15

I'm parsing a 20Gb file and outputting lines that meet a certain condition to another file, however occasionally python will read in 2 lines at once and concatenate them.

inputFileHandle = open(inputFileName, 'r')

row = 0

for line in inputFileHandle:
    row =  row + 1
    if line_meets_condition:
        outputFileHandle.write(line)
    else:
        lstIgnoredRows.append(row)

I've checked the line endings in the source file and they check out as line feeds (ascii char 10). Pulling out the problem rows and parsing them in isolation works as expected. Am I hitting some python limitation here? The position in the file of the first anomaly is around the 4GB mark.

James
  • 1,397
  • 3
  • 21
  • 30
  • does the fist anomaly always occur consistently at the same line count? Also, is `lstIgnoredRows` a list, how big does that grow? I wonder what would happen if you just saved the lines you are interested in the output file and didn't do anything with the lines you wanted to ignore. – Levon Apr 19 '12 at 02:41
  • 1
    Maybe you could try reading smaller chunks of the file at a time using a lazy method, similar to this question? Give it a shot http://stackoverflow.com/questions/519633/lazy-method-for-reading-big-file-in-python – prrao Apr 19 '12 at 02:44
  • It happens at the same line count every time. lstIgnoredRows can grow to a few thousand items. – James Apr 19 '12 at 02:47
  • 1
    Side comment: adding strings to `lstIgnoredRows` may become problematic when you've got 20Gb of data. Why not write the ignored row numbers to another files? – Hooked Apr 19 '12 at 02:48
  • @Hooked .. yes my thought too, I was worried about the size (and consumption of memory) with a potentially huge list – Levon Apr 19 '12 at 02:50

2 Answers2

23

Quick google search for "python reading files larger than 4gb" yielded many many results. See here for such an example and another one which takes over from the first.

It's a bug in Python.

Now, the explanation of the bug; it's not easy to reproduce because it depends both on the internal FILE buffer size and the number of chars passed to fread(). In the Microsoft CRT source code, in open.c, there is a block starting with this encouraging comment "This is the hard part. We found a CR at end of buffer. We must peek ahead to see if next char is an LF." Oddly, there is an almost exact copy of this function in Perl source code: http://perl5.git.perl.org/perl.git/blob/4342f4d6df6a7dfa22a470aa21e54a5622c009f3:/win32/win32.c#l3668 The problem is in the call to SetFilePointer(), used to step back one position after the lookahead; it will fail because it is unable to return the current position in a 32bit DWORD. [The fix is easy; do you see it?] At this point, the function thinks that the next read() will return the LF, but it won't because the file pointer was not moved back.

And the work-around:

But note that Python 3.x is not affected (raw files are always opened in binary mode and CRLF translation is done by Python); with 2.7, you may use io.open().

Josh Smeaton
  • 47,939
  • 24
  • 129
  • 164
7

The 4GB mark is suspiciously near the maximum value that can be stored in a 32-bit register (2**32).

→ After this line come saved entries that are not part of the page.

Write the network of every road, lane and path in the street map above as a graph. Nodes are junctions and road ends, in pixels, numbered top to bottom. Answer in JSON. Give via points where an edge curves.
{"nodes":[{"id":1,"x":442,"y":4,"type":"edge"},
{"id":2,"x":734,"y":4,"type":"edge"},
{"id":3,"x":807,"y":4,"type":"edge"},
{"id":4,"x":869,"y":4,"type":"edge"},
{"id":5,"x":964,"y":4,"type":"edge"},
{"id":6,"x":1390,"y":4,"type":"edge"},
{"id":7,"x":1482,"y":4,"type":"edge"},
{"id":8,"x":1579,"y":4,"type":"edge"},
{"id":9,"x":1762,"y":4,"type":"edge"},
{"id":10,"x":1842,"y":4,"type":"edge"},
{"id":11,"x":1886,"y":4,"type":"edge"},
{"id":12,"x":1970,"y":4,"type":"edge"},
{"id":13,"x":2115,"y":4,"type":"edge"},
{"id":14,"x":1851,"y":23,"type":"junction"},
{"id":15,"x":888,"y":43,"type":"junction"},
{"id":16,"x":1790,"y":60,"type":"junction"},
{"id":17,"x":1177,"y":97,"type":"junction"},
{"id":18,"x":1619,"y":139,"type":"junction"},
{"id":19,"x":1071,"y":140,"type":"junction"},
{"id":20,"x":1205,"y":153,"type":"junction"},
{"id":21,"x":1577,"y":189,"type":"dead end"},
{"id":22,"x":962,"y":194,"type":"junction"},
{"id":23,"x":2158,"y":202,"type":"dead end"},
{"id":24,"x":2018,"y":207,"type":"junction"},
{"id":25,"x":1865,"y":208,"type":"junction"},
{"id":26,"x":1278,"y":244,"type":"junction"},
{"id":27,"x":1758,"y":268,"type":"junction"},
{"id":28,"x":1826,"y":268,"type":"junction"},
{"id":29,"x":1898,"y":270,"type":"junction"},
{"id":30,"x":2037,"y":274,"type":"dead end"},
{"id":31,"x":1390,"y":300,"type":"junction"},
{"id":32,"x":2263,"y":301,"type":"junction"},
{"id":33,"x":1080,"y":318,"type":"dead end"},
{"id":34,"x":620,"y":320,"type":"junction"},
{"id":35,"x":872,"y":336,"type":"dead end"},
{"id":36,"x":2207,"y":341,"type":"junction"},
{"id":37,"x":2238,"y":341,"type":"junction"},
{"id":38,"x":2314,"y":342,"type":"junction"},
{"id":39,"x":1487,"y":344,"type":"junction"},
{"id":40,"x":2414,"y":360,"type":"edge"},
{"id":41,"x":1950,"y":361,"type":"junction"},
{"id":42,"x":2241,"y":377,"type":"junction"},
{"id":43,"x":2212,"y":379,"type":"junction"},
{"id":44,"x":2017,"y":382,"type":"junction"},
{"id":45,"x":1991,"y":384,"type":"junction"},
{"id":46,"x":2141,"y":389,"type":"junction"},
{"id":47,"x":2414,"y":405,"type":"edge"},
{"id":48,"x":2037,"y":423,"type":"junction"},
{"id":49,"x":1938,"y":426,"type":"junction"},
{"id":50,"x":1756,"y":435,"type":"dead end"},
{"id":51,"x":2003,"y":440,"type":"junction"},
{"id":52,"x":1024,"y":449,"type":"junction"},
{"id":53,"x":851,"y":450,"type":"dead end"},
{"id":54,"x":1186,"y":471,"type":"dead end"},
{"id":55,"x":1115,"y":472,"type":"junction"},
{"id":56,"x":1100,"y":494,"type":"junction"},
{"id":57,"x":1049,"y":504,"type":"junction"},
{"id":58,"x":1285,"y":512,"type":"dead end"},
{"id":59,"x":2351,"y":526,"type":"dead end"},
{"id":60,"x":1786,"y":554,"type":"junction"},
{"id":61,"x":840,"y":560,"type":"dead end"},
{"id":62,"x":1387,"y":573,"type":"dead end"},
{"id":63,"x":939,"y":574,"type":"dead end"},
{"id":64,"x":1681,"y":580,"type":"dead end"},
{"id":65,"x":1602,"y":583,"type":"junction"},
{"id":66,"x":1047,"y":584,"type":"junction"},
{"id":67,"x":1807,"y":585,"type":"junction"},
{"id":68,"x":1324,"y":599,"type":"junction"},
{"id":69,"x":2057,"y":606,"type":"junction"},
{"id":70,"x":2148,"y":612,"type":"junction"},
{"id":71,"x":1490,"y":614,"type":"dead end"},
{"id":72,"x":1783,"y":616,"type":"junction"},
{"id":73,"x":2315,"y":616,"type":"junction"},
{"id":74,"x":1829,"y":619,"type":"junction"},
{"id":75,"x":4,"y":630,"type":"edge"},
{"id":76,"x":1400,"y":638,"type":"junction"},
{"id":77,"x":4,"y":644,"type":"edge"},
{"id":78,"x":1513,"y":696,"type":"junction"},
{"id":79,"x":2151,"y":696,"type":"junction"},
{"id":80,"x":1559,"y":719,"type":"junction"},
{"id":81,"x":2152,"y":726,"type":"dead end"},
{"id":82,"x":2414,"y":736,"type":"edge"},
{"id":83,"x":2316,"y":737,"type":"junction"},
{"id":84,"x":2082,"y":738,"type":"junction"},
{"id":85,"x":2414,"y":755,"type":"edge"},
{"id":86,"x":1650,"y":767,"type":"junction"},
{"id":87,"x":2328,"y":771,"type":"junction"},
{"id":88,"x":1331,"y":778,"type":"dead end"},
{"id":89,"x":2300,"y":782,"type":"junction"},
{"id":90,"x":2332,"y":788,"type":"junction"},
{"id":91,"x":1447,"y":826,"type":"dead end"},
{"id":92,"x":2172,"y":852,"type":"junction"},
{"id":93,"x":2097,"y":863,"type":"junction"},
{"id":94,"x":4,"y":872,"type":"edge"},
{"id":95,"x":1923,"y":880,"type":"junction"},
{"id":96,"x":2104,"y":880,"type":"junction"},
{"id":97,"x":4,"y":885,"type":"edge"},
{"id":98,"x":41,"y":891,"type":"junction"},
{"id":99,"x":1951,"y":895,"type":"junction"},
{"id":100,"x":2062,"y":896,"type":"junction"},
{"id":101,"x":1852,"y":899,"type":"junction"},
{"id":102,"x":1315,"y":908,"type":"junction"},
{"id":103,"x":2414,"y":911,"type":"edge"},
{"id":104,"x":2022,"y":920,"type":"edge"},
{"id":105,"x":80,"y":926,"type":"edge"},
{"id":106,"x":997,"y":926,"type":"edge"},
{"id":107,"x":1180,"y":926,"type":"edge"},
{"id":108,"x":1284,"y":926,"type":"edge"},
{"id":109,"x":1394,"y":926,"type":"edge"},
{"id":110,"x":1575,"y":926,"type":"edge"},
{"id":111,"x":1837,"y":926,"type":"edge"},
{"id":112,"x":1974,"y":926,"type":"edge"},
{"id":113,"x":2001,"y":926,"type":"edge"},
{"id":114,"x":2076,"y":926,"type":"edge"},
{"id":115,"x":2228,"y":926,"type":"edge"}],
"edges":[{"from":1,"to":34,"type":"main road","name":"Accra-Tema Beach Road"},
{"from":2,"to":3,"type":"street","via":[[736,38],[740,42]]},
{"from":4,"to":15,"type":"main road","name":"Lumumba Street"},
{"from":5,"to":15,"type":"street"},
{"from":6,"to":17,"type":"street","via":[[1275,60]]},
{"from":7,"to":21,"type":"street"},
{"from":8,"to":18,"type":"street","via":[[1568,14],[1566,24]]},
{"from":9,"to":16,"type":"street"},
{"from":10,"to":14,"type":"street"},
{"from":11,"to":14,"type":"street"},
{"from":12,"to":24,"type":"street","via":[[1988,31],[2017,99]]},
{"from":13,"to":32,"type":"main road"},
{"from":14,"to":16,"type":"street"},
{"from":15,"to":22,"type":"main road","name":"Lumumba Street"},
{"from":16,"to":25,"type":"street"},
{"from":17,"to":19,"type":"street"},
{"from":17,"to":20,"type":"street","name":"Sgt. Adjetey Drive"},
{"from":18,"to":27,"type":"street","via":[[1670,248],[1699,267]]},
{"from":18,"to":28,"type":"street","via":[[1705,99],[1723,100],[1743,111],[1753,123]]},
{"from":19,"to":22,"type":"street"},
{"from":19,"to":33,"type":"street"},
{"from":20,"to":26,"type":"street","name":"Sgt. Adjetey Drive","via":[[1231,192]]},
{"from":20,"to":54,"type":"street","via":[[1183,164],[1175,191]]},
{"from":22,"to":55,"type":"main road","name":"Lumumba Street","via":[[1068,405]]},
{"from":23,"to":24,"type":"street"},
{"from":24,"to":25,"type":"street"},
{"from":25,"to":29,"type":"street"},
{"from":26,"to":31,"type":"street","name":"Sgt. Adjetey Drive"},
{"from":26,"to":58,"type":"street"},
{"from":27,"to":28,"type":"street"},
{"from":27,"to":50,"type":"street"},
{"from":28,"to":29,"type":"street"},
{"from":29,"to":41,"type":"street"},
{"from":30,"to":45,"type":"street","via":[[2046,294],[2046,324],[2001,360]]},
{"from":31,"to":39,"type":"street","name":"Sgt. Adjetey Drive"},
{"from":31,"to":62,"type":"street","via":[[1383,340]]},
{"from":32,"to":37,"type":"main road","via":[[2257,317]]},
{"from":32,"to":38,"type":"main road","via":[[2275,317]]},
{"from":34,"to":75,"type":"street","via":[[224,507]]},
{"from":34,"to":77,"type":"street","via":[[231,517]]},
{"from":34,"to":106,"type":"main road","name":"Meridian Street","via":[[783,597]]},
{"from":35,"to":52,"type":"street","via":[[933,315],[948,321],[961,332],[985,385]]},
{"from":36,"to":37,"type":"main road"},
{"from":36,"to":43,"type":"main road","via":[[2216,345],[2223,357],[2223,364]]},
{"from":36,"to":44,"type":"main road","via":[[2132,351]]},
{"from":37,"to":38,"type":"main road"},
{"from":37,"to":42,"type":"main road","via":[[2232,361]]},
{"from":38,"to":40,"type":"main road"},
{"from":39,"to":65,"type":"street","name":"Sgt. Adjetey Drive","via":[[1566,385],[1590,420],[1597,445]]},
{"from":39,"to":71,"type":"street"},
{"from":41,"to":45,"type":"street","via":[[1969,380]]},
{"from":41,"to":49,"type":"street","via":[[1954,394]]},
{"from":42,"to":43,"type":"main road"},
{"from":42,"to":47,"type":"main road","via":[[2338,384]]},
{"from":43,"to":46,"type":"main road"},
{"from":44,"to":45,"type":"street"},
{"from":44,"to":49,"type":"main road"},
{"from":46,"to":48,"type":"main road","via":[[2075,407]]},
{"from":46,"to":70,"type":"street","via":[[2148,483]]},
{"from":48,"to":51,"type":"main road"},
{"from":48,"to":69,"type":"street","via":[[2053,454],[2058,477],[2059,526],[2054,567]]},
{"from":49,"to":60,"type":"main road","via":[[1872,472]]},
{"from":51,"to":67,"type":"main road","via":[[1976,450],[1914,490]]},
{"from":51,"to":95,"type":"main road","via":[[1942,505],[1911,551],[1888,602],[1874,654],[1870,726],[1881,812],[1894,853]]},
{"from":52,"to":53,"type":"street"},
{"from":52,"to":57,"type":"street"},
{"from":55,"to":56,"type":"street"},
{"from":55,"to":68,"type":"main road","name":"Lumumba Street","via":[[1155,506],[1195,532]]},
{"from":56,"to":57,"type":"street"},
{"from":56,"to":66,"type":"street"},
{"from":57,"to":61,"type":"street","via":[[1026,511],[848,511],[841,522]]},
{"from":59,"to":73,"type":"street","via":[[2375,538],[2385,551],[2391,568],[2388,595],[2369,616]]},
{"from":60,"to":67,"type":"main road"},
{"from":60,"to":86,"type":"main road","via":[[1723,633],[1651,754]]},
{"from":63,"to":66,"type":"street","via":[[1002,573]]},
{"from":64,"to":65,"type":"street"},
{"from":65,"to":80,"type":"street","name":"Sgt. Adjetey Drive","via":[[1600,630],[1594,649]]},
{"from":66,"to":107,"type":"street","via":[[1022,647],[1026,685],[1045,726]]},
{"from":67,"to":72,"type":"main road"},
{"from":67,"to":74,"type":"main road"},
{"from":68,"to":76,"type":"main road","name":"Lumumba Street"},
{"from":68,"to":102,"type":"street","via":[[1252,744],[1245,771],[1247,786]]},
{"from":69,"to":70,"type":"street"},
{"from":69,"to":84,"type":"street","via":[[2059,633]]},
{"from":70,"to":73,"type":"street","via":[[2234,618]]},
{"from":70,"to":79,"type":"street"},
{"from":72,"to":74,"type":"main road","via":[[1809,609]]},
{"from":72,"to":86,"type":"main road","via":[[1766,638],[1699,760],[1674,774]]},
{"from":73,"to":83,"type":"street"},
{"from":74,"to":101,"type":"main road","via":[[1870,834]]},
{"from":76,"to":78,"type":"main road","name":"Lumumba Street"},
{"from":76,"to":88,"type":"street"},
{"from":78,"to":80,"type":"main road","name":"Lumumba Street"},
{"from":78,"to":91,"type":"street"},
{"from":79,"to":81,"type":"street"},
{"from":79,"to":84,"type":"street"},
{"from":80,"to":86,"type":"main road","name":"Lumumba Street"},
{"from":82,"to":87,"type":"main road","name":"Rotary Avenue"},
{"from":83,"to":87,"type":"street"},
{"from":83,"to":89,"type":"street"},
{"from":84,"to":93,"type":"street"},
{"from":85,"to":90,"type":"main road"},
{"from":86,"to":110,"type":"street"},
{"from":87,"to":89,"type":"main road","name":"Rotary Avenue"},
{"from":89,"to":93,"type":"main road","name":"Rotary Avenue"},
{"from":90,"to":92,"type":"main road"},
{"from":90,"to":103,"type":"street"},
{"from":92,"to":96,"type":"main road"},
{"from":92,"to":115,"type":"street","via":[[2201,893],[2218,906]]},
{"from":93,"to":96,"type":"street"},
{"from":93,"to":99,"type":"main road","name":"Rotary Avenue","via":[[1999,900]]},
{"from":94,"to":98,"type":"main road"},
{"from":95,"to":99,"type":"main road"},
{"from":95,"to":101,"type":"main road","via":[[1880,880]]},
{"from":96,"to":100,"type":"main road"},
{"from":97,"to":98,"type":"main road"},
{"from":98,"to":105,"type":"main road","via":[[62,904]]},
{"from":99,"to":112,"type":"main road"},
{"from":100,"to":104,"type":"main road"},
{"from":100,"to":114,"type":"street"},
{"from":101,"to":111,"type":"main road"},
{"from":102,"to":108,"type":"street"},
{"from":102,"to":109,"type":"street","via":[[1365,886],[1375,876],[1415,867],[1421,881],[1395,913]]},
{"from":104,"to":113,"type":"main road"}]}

The code you've posted looks fine by itself, so I would suspect a bug in your Python build.

FWIW, the snippet would be a little cleaner if it used enumerate:

inputFileHandle = open(inputFileName, 'r')

for row, line in enumerate(inputFileHandle):
    if line_meets_condition:
        outputFileHandle.write(line)
    else:
        lstIgnoredRows.append(row)
Raymond Hettinger
  • 216,523
  • 63
  • 388
  • 485